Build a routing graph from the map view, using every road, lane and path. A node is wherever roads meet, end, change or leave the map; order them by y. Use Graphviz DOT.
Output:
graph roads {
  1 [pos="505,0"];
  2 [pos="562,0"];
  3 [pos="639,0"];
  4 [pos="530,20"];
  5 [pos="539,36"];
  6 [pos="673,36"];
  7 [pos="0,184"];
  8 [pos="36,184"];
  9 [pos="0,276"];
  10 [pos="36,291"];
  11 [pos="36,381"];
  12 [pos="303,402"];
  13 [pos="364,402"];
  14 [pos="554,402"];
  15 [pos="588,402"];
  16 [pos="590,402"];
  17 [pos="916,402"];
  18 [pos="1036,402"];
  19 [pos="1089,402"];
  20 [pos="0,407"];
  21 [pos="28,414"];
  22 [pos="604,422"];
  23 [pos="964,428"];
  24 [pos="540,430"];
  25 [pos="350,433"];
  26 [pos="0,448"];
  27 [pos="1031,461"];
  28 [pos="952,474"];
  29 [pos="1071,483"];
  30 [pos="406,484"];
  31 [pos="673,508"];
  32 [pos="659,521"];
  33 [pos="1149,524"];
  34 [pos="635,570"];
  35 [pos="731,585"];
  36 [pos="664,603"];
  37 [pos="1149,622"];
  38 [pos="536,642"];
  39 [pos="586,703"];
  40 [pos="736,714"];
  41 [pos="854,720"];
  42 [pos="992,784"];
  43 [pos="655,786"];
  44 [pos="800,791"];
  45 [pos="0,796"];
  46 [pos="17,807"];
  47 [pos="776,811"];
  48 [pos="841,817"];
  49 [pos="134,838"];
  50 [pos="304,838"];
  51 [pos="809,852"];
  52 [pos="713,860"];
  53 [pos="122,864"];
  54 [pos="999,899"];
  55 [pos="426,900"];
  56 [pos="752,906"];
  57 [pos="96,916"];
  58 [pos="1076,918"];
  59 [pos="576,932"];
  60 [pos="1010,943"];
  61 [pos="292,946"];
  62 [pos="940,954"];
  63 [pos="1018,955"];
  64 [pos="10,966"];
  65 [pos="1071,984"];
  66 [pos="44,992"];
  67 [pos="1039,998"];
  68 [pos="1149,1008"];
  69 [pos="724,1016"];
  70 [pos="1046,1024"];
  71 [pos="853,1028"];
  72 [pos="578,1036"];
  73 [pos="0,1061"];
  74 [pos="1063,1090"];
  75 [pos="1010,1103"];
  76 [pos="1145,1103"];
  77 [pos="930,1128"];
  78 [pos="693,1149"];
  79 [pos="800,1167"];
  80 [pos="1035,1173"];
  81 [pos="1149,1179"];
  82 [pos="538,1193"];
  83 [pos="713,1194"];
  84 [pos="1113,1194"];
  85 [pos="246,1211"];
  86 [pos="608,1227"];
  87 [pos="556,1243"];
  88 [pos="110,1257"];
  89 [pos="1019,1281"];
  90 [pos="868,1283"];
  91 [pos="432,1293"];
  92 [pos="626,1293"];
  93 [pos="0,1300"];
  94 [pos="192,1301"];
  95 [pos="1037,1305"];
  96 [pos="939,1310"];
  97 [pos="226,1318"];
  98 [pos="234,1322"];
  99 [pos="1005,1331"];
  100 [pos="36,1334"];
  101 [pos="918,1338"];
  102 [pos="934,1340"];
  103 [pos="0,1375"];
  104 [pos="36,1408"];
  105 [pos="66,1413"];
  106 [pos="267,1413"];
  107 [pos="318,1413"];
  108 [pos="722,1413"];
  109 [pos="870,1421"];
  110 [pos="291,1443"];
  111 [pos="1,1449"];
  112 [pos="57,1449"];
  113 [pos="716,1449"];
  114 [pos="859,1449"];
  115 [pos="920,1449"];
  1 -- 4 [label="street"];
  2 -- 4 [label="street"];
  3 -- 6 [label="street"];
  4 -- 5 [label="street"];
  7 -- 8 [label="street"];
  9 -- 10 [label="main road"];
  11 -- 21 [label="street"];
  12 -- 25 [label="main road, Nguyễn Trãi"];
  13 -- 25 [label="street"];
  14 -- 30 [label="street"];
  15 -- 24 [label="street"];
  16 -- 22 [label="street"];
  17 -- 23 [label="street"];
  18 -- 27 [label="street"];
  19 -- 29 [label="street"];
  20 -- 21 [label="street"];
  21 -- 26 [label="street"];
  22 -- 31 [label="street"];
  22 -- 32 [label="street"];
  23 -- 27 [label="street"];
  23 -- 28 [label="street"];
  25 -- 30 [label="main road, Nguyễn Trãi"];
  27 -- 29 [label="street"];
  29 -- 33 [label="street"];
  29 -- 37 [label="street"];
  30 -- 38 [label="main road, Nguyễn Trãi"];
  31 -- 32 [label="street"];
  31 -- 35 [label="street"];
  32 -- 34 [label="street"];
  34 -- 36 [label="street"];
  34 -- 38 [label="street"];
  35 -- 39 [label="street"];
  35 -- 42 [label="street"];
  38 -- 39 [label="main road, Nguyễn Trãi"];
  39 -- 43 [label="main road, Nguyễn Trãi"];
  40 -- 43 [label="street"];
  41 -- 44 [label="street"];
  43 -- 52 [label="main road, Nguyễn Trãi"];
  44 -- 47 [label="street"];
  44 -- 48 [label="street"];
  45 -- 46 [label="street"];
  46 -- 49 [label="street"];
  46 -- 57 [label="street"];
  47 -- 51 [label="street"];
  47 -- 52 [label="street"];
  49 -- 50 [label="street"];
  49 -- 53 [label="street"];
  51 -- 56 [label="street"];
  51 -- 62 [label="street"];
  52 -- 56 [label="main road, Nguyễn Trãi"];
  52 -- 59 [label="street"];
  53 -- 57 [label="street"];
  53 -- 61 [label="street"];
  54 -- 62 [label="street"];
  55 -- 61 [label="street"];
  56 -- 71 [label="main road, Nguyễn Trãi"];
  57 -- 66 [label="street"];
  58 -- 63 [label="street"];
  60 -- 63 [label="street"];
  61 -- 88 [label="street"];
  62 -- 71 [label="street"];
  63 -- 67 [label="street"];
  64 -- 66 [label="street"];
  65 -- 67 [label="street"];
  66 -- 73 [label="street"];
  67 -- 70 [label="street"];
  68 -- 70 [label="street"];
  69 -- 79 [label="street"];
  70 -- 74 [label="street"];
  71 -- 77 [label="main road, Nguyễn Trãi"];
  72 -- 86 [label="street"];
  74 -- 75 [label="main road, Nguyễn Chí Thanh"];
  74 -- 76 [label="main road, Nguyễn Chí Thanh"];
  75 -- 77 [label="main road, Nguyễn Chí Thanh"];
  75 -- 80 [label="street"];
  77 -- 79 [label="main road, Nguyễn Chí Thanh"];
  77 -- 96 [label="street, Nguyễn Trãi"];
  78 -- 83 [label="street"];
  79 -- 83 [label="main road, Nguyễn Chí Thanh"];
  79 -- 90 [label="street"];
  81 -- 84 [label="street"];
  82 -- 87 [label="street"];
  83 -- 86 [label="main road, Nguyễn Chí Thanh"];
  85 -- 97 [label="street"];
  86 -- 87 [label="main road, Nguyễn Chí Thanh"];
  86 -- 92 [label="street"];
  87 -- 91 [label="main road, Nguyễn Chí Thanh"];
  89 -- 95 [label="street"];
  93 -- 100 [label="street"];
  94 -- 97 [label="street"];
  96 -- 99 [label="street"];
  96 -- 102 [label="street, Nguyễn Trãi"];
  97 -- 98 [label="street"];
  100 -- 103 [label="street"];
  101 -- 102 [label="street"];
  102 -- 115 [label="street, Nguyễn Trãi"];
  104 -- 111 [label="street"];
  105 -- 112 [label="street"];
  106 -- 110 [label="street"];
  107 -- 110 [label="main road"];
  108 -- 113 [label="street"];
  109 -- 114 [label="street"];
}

________________________

Select all lines in the listing above where the word "roads" appears, and show them.

Build a routing graph from the map view, using every road, lane and path. A node is wherever roads meet, end, change or leave the map; order them by y. Use Graphviz DOT.
graph roads {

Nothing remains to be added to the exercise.